The episode originally aired on March 26, 2012. It was directed by Nick Murray.

Sharon Needles impersonated politician Michele Bachmann on the episode. She also told Savage that she was bullied in her youth. Winning the challenge was a Drag Race highlight for her. HuffPost suggested Phi Phi O'Hara made an offensive remark on the episode, but DiDa Ritz said she was not offended.

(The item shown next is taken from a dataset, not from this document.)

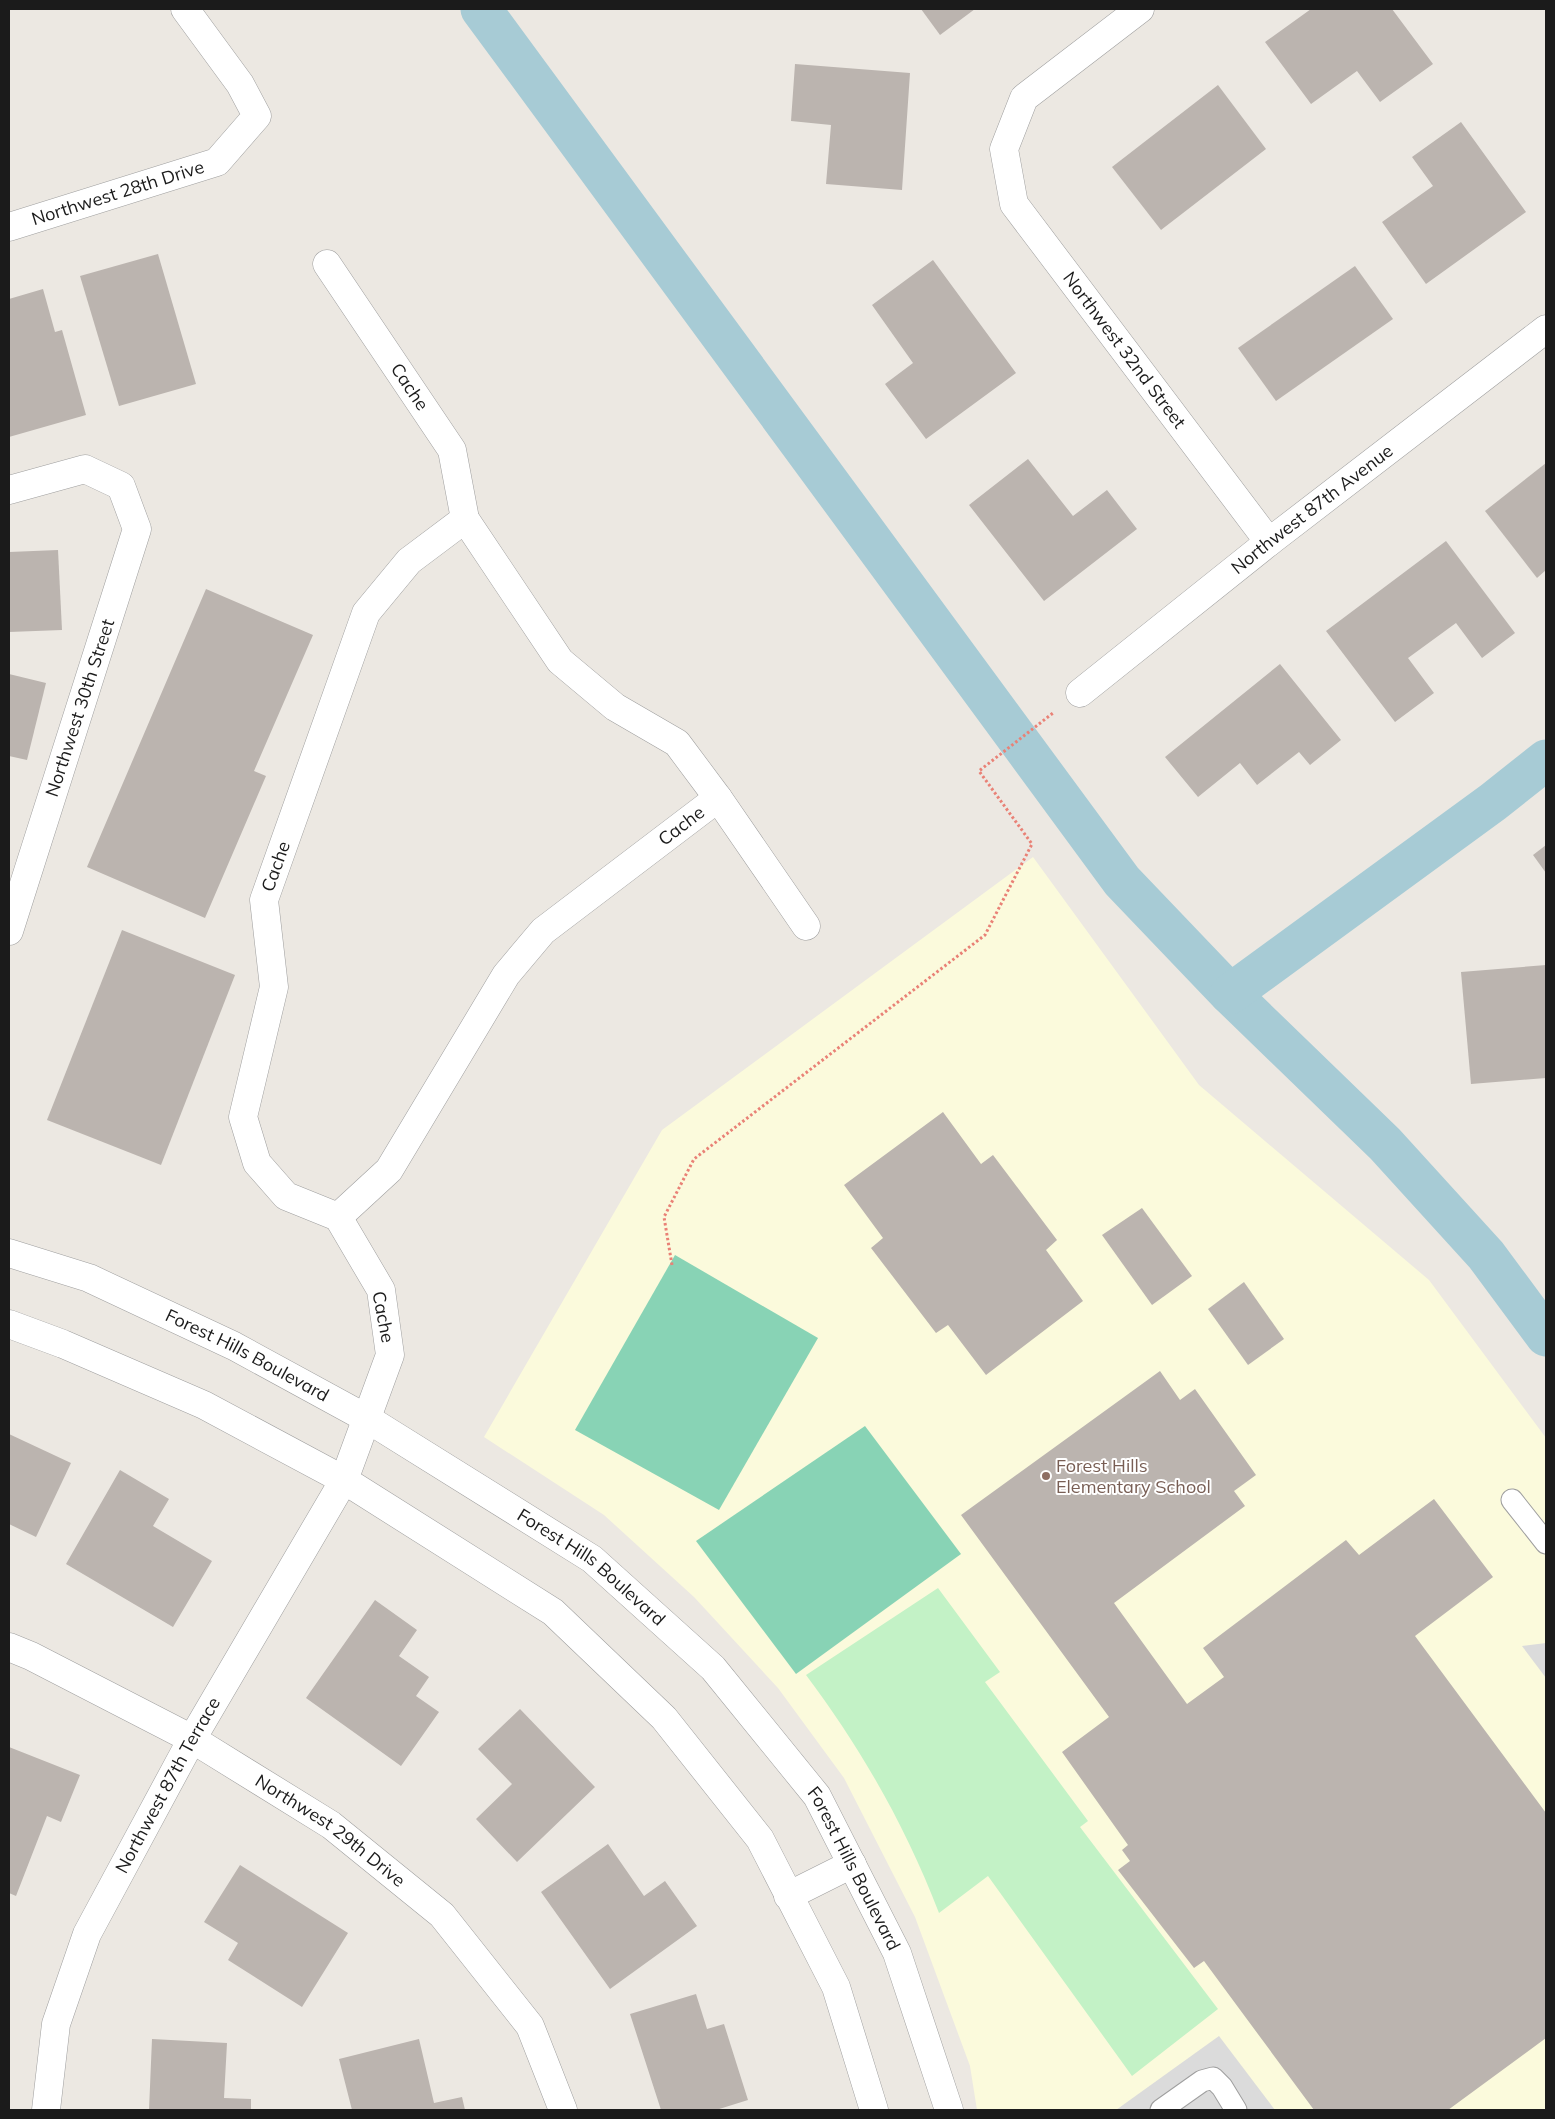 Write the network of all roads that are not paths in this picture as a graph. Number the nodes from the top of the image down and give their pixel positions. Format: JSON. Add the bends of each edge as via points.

Billboard said Latrice Royale delivers "a legendary read" about Phi Phi O'Hara to Savage. Kevin O'Keeffe of Xtra Magazine wrote, "perhaps the single most memorable moment from [the episode] came from Latrice Royale, who got an incredible joke in at Phi Phi O'Hara's expense... In the moment, it made fellow competitor Chad Michaels, as well as RuPaul and guest judge Dan Savage, break character to laugh, and it highlighted that Phi Phi's choice to portray a racist caricature wasn't paying off."

===Fashion===
For the debate, Chad Michaels "opts for an untraditional route, creating a pimp-inspired character with a double pink afro wig tied into a brown bob," according to The Standard. For the fashion show, Phi Phi O'Hara wears a white dress. DiDa Ritz's dress is black. Chad Michaels wears a green and white dress, with a blonde wig. Latrice Royale has a black dress with a corset. Sharon Needles has a tan dress made of pantyhose, a black corset, and a blonde wig.

== Reception ==
The A.V. Club gave the episode a rating of 'A-'. In Consequences 2018 "essential guide to finally starting" RuPaul's Drag Race, Allison Shoemaker called the episode "a highlight of one of the show's best seasons". In 2022, Min Ji Park included Savage in Screen Rants overview of the show's worst judges, based on Reddit, writing: "Although Dan Savage is a gay icon, his appearance on a politically themed episode of Drag Race was met with a rather lukewarm response... Although the queens are meant to pretend to run for office in the challenge, the fact that the show is a drag queen reality show is meant to be acknowledged. Savage simply took the maxi challenge too seriously for what the environment of Drag Race called for." In 2023, Kevin O'Keeffe of Xtra Magazine said the episode's main challenge "notoriously featured a wide range of performances, thanks to the vague and inconsistent criteria laid out for it." E. Alex Jung gave "honorable mention" to the "I've Got to Use My Imagination" performance in Vultures 2014 list of the show's ten best lip-syncs. Jared Richards ranked the performance number 12 in Junkee's 2018 list of the show's 40 "most iconic" lip-syncs. Kevin O'Keeffe ranked the performance number 25 in INTO Magazines 2018 "definitive ranking" of the show's lip-syncs to date. Sam Brooks ranked the performance number 35 in The Spinoffs 2019 "definitive ranking" of the show's 162 lip-syncs to date.